Of course there are many other reasons people cite for the decrease in masculinity. But Lin's mention of household travail is quite unprecedented as far as I know. It is obviously built on the assumption that cleaning dishes, doing the laundry and vacuuming the apartment are the exclusive realm of women. Well, they used to be for sure when women were denied education and could work only as nannies and maids. But things have changed in the past century and in most Chinese households there is no fixed rule about who should take care of the daily chores. Usually the arrangement depends on the specific skills and schedules of the husband and the wife, or the father and the mother. Honestly, with the ubiquitous use of home appliances, cleaning up no longer means scrubbing your laundry on a washboard for hours a day. Still, every member of the family should chip in even if one is wealthy enough to hire a maid or other form of help.

Had Lin's remarks been a totally isolated incident, they could simply have been brushed aside. Unfortunately, he may represent the vestiges of history, the part of Chinese tradition that had better be left in the archive of undesirable cultural legacy.
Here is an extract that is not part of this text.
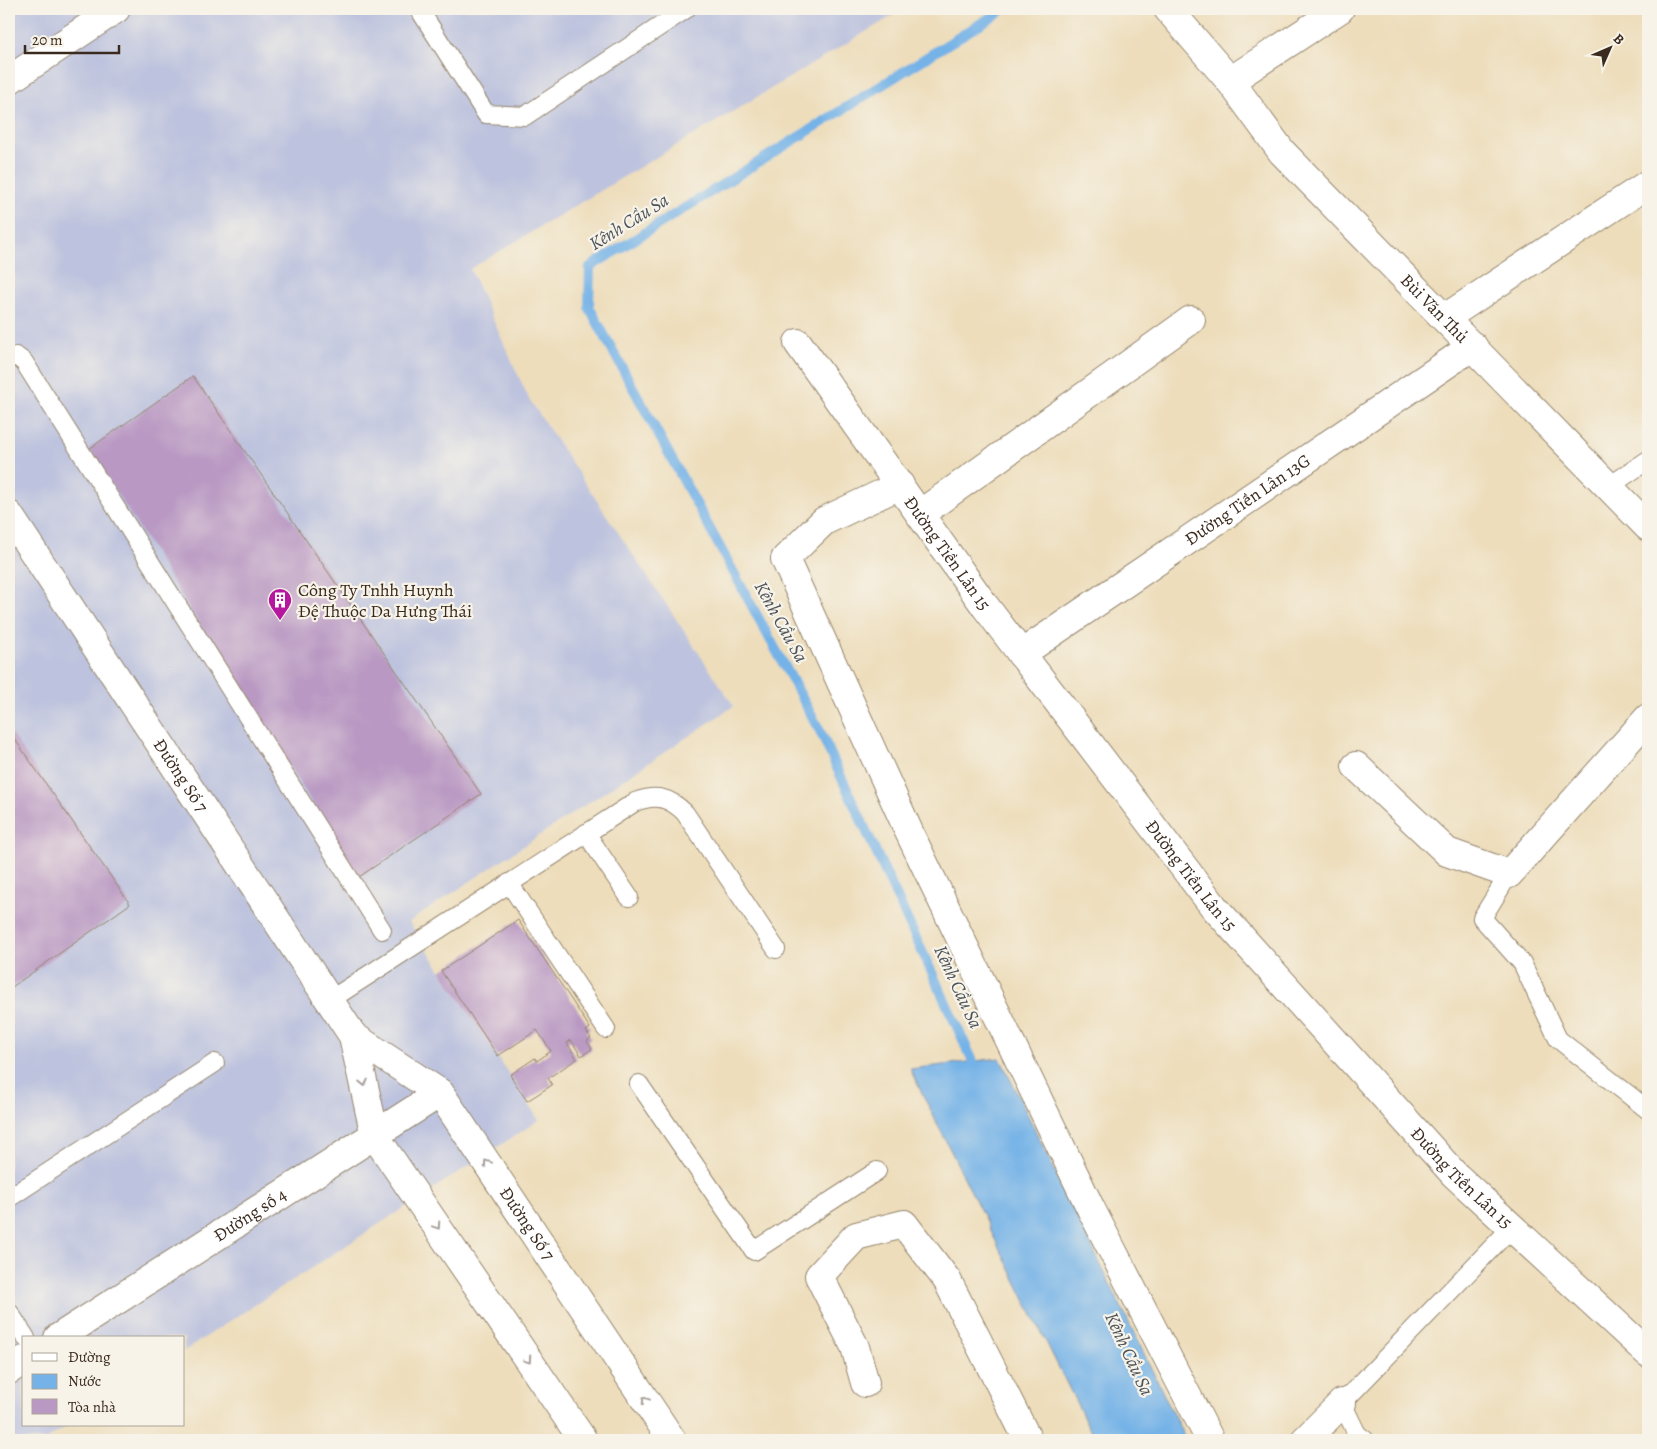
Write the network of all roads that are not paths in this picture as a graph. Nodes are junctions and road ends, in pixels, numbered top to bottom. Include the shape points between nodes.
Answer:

When the government called for a revival of traditional culture a few years ago, public interest in Confucian classics was rekindled. Amid the renewed fascination with old customs are worrying signs of simmering ashes of feudalism and bigotry. There arose private schools devoted to the teaching of "female virtues", including the principle that women must obey their husbands unconditionally even when the latter are wrong. The local government shut down the class after the media reported on it.

China has come to the stage that, when a couple fights, one should not assume the woman is naturally the sympathetic party. The dynamics of each family is unique. But the suggestion that a man taking up housework is not manly is so ludicrous it can only be treated as a joke. And I say this with total acknowledgment of gender differences in professions. For example, as a general rule, women tend to excel in the positions of kindergarten teachers or hospital nurses. But that does not mean a man cannot be as good as his female peers if he is so disposed. Conversely, there are very few female truck drivers, but if a woman takes to it, there is no reason why she cannot be just as good.

There will no doubt be some who strongly oppose my argument. I'm not of the opinion that a country's truck drivers or kindergarten teachers have to reflect the gender ratio of the whole country so that men and women can be proven equal. But I believe there should be no barriers for either sex to enter into professions they are qualified for on the basis of merit. Sure, toiling away with home routine is not a profession - unless it is for someone else's household.

Lin can say he is free from the drudgery because he can afford outside help or he has a wife or other family members who do not treat it as drudgery. He can even argue from an economic point of view that his time can yield a better financial payoff than whoever is responsible for the grunt work. But to hint that he is above it because of his gender is simply condescending. To extrapolate from his logic, someone sweating in a truck or on a construction site can laugh at him, a man sitting at a desk all day long, for being a sissy.